Sunday, October 9, 2011
Body Condition Scores
Body condition has been on my mind and in my 'topic' bank ever since the fall rains then sunny but cool days hit Virginia. We have lush grass in our pastures, and in every conversation with the riders I know, the word 'fat' is used to describe our horses. Often I am the one using the word 'fat' because my horses, especially the pony, are roly poly. (This is not a photo of my pony--just one I borrowed from google images.) They don't get enough exercise and are not penned in dry lots, so they graze constantly with no 'off switch' (think Labrador Retrievers and the fallacy of self-feeding.) If this was spring, I would be limiting their intake for fear of founder, but everyone assures me that since my horses have been grazing (guzzling)all spring and summer and since the fall grass does not have the burst of nutrients, they will not founder. They'll just get, well, fatter until winter sets in, and when the vet comes, he will shake his head and will not give them an optimal 'five' score.
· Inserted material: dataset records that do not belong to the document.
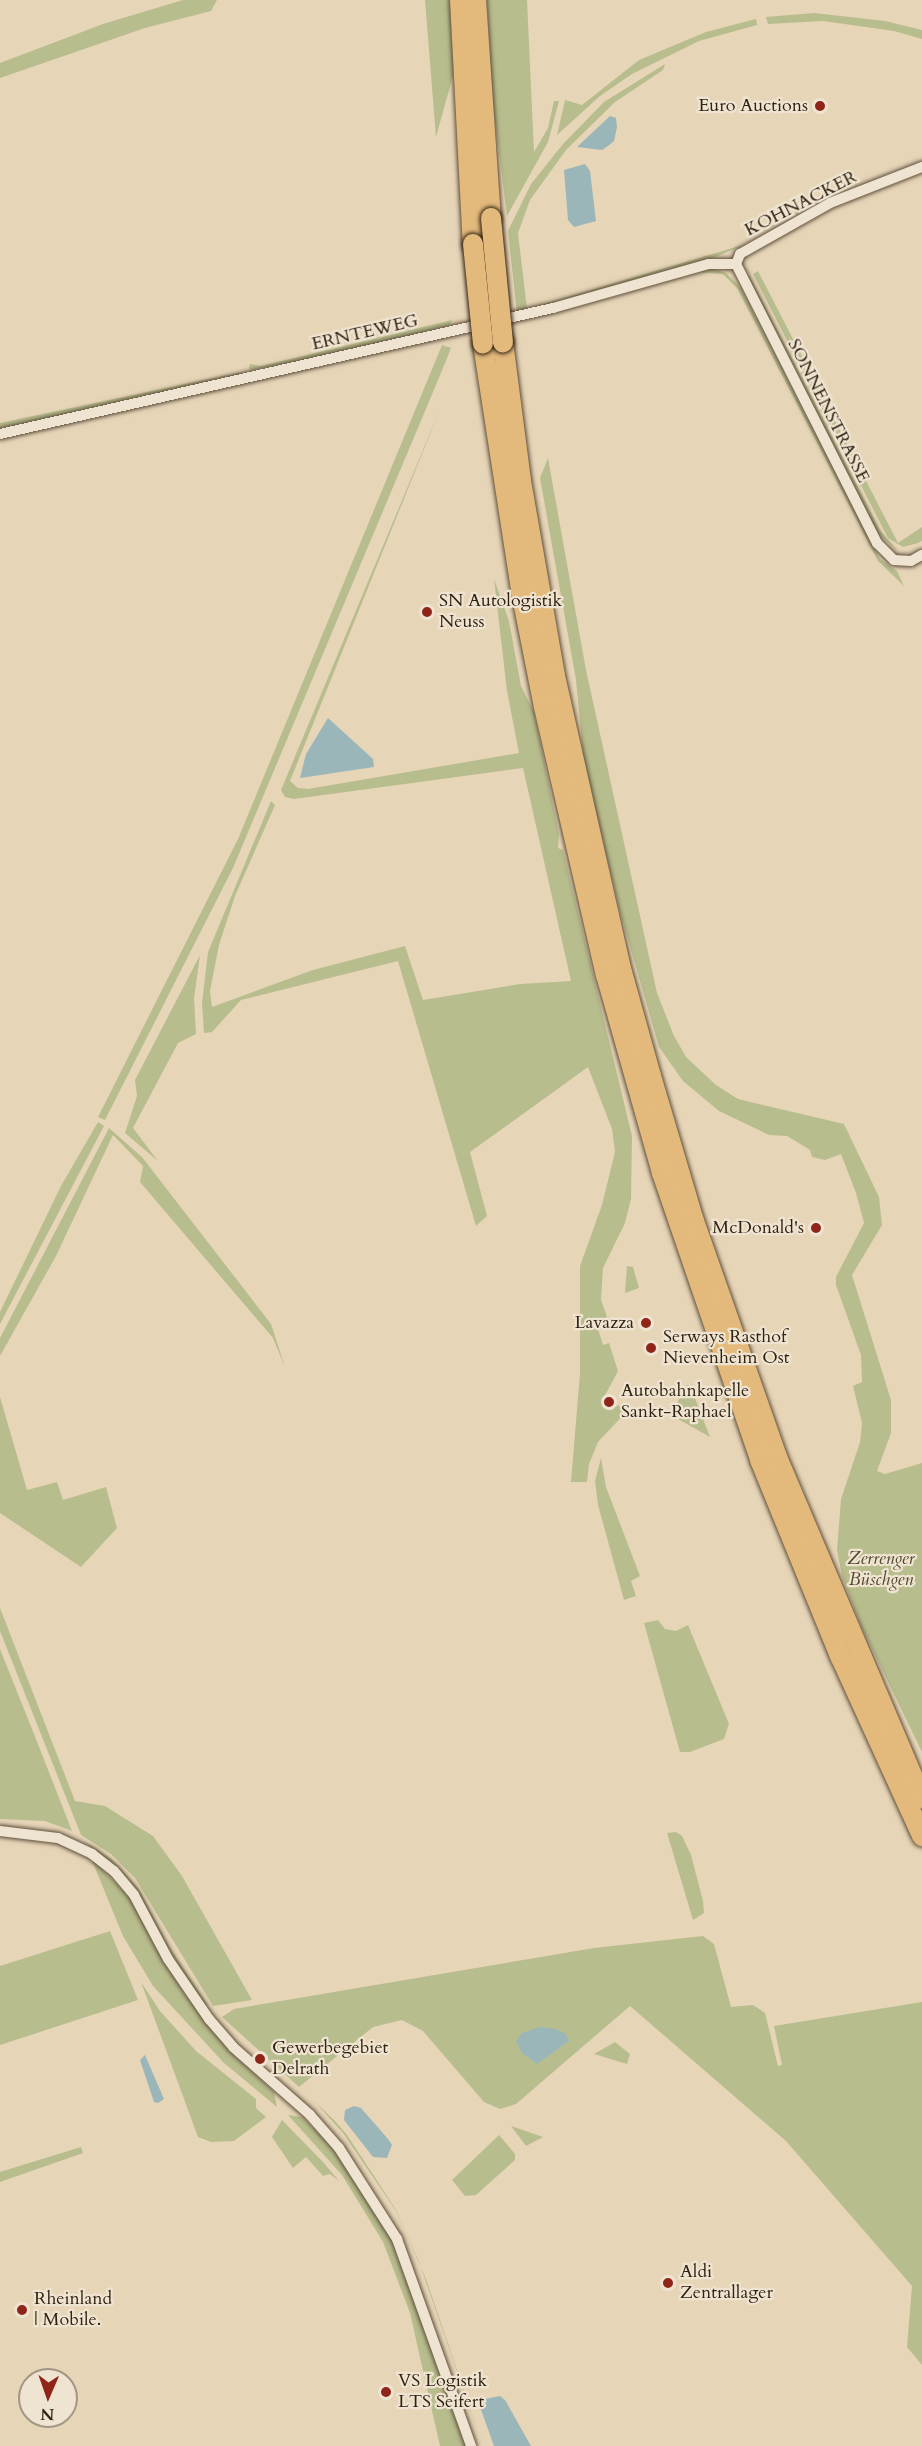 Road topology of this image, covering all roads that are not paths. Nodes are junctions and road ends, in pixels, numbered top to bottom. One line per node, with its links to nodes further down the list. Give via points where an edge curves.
1 (460, 0): 9 (highway, bridge, via 473,244 483,344 523,601 546,719 606,975 662,1173 760,1460 840,1658)
2 (476, 0): 7 (highway, bridge, via 491,218 521,482 555,676 620,965 697,1232 777,1457)
3 (922, 167): 4 (street, KOHNACKER, via 830,203 740,254)
4 (736, 264): 5 (street, ERNTEWEG, via 709,264 554,308); 6 (street, SONNENSTRASSE, via 886,556 902,562)
5 (0, 434)
6 (922, 555)
7 (922, 1797)
8 (0, 1831): 10 (street, via 58,1838 82,1848 114,1871 134,1895 186,1989 214,2025 310,2115 339,2148 397,2239)
9 (922, 1836)
10 (471, 2446) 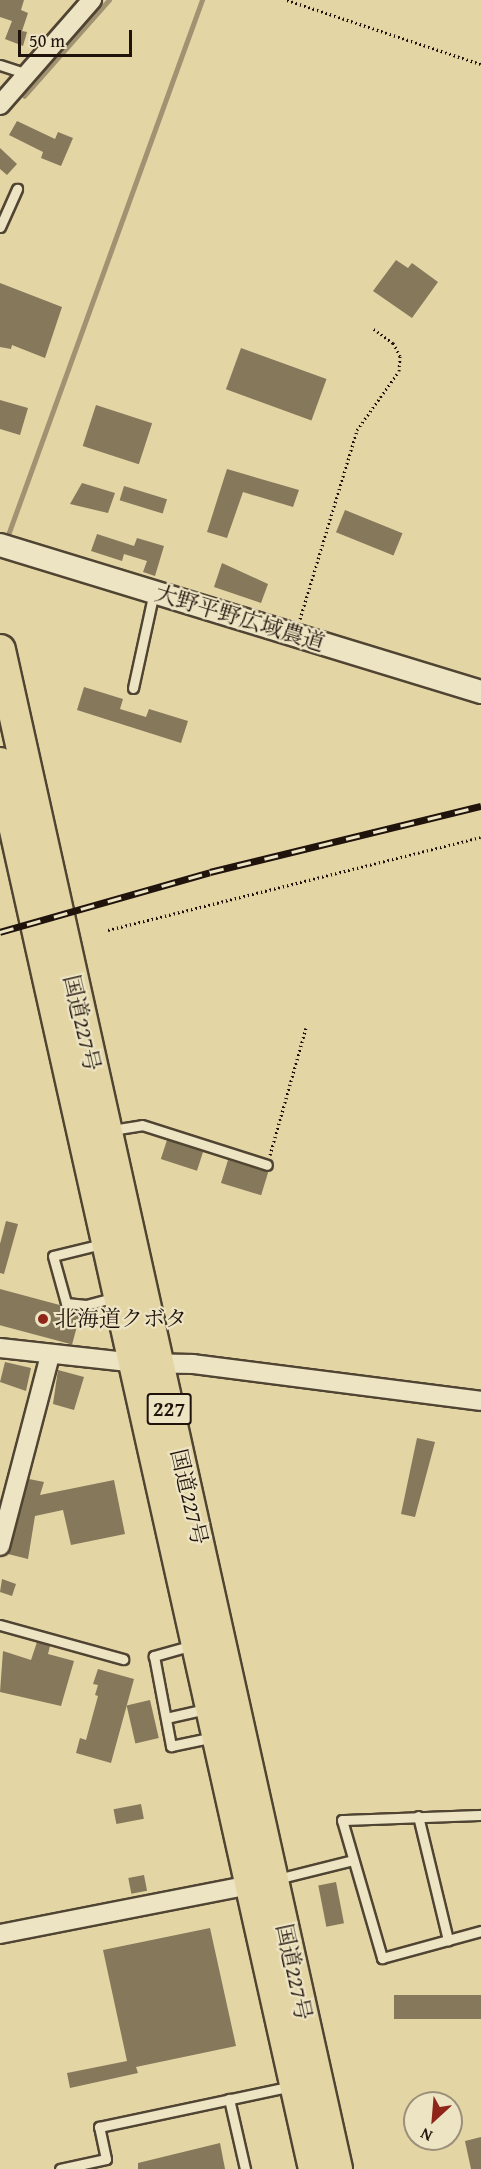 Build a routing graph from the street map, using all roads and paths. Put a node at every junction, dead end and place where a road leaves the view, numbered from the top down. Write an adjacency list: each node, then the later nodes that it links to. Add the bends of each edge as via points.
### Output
1 (92, 0): 5 (street)
2 (287, 0): 3 (path)
3 (481, 64)
4 (0, 65): 5 (lane)
5 (28, 74): 6 (street)
6 (0, 105)
7 (17, 189): 8 (lane)
8 (0, 227)
9 (374, 329): 12 (path, via 393,343 400,356 399,371 357,430)
10 (0, 545): 11 (street, 大野平野広域農道)
11 (154, 592): 12 (street, 大野平野広域農道); 14 (lane)
12 (295, 635): 15 (street, 大野平野広域農道)
13 (0, 650): 20 (highway, 国道227号 / 227)
14 (133, 688)
15 (481, 692)
16 (0, 763): 20 (highway, 国道227号 / 227)
17 (481, 837): 18 (path)
18 (108, 930)
19 (306, 1028): 21 (path)
20 (94, 1132): 21 (lane, via 142,1125); 22 (highway, 国道227号 / 227); 26 (highway, 国道227号 / 227)
21 (267, 1165)
22 (107, 1243): 23 (highway, 国道227号 / 227); 23 (lane, via 52,1256 66,1303 86,1305)
23 (120, 1296): 26 (highway, 国道227号 / 227)
24 (0, 1348): 25 (street)
25 (50, 1355): 26 (street); 28 (street)
26 (146, 1363): 27 (street, via 193,1364); 30 (highway, 国道227号 / 227); 34 (highway, 国道227号 / 227)
27 (481, 1401)
28 (0, 1546)
29 (0, 1625): 31 (lane)
30 (198, 1643): 32 (lane, via 154,1656); 33 (highway, 国道227号 / 227)
31 (123, 1659)
32 (166, 1718): 33 (lane); 33 (lane, via 171,1746)
33 (214, 1722): 34 (highway, 国道227号 / 227)
34 (238, 1774): 38 (highway, 国道227号 / 227)
35 (481, 1815): 36 (lane)
36 (418, 1816): 37 (lane, via 342,1820); 41 (lane)
37 (353, 1860): 38 (lane); 41 (lane, via 382,1958)
38 (262, 1882): 40 (street); 42 (highway, 国道227号 / 227); 47 (highway, 国道227号 / 227)
39 (481, 1931): 41 (lane)
40 (0, 1934)
41 (448, 1940)
42 (295, 2085): 43 (lane); 46 (highway, 国道227号 / 227)
43 (229, 2099): 44 (lane, via 99,2127 106,2159); 45 (lane)
44 (60, 2169)
45 (245, 2169)
46 (314, 2169)
47 (338, 2169) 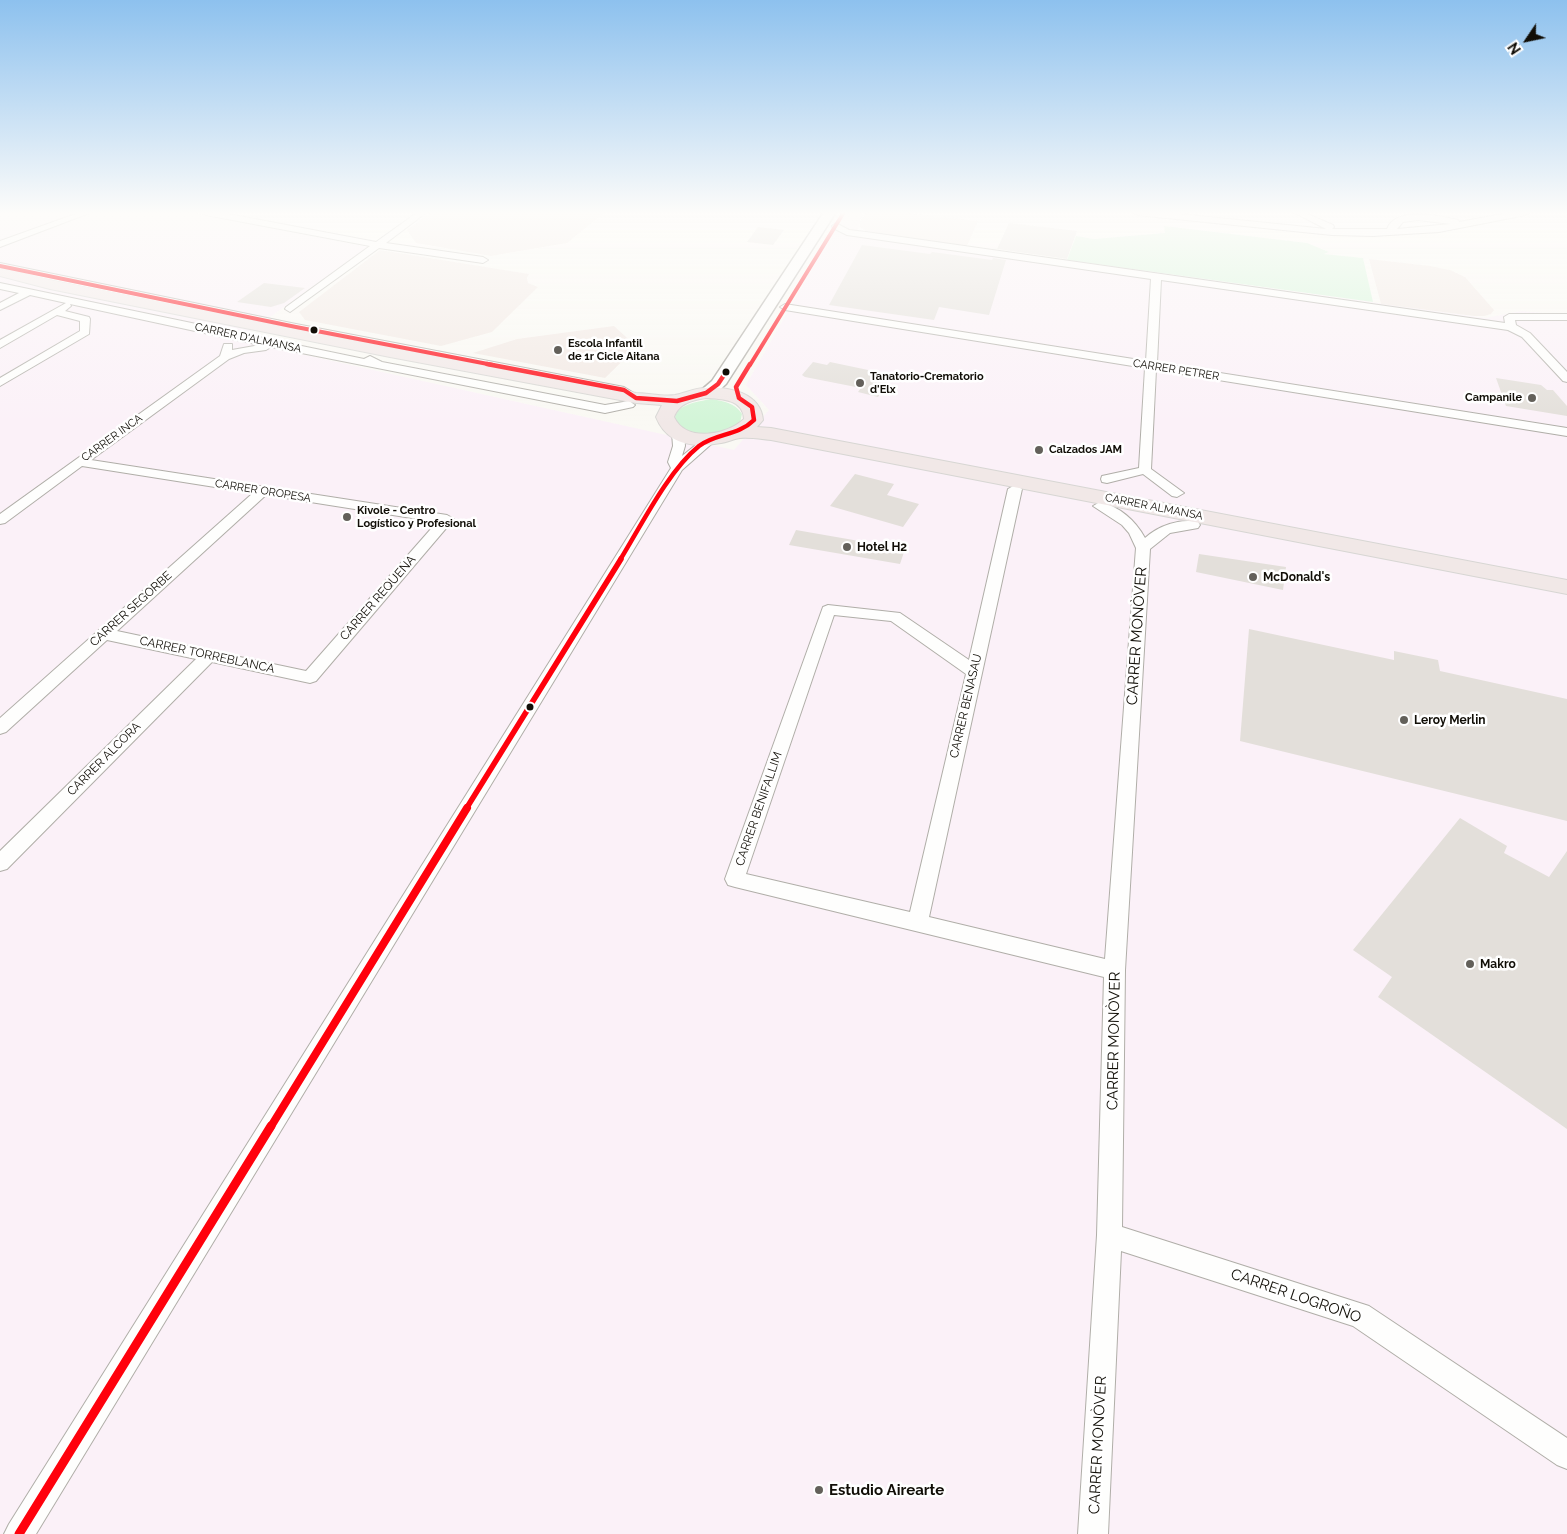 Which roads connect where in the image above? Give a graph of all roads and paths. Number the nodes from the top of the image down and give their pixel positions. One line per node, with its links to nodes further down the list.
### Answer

Lush grass and body condition are also on my mind because I just came back from five days in Colorado. We flew from Atlanta to Denver, and for at least half the trip, the clear skies allowed me to see and be amazed at how dry and brown the parts of Oklahoma, Arkansas and southern Colordo were that we flew over. And I mean brown. Not a splotch of green unless it was an irrigated circle. Fort Collins and the foothills where my brother lives are also dry and unless the pastures are irrigated or along a river or stream, they are brown. I saw a lot of horses. Most were pastured in small fields that had been grazed to dirt. The horses looked good and would probably have been rated 'five,' but I also saw many that seemed thin and listless. Horses are grazing creatures, and if there is nothing to pick at (and they are penned up so they can not move to better grazing like wild horses) it is not optimal either. I also know that when there is no grass, hay is in short supply and people don't have extra money due to the economy, more horses will be neglected and/or dropped off at rescue farms.
Too lush, too dry--neither is optimal, but as always, we horse owners do the best we can with the land, weather and conditions. My challenge is also finding enough time to ride. I'm teaching four courses this semester and traveling to promote my books along with the regular chores reguired by animals and home. Lately we've had great weather, and I'm trying to ride at least three mornings a week--but that's not enough to get my horses from fat to fit.
Do you have challenges to achieving the body condition score that you would like for your horses? Or are you able to balance exercise/nutrients to have that optimal fit horse? I'd love to hear your comments!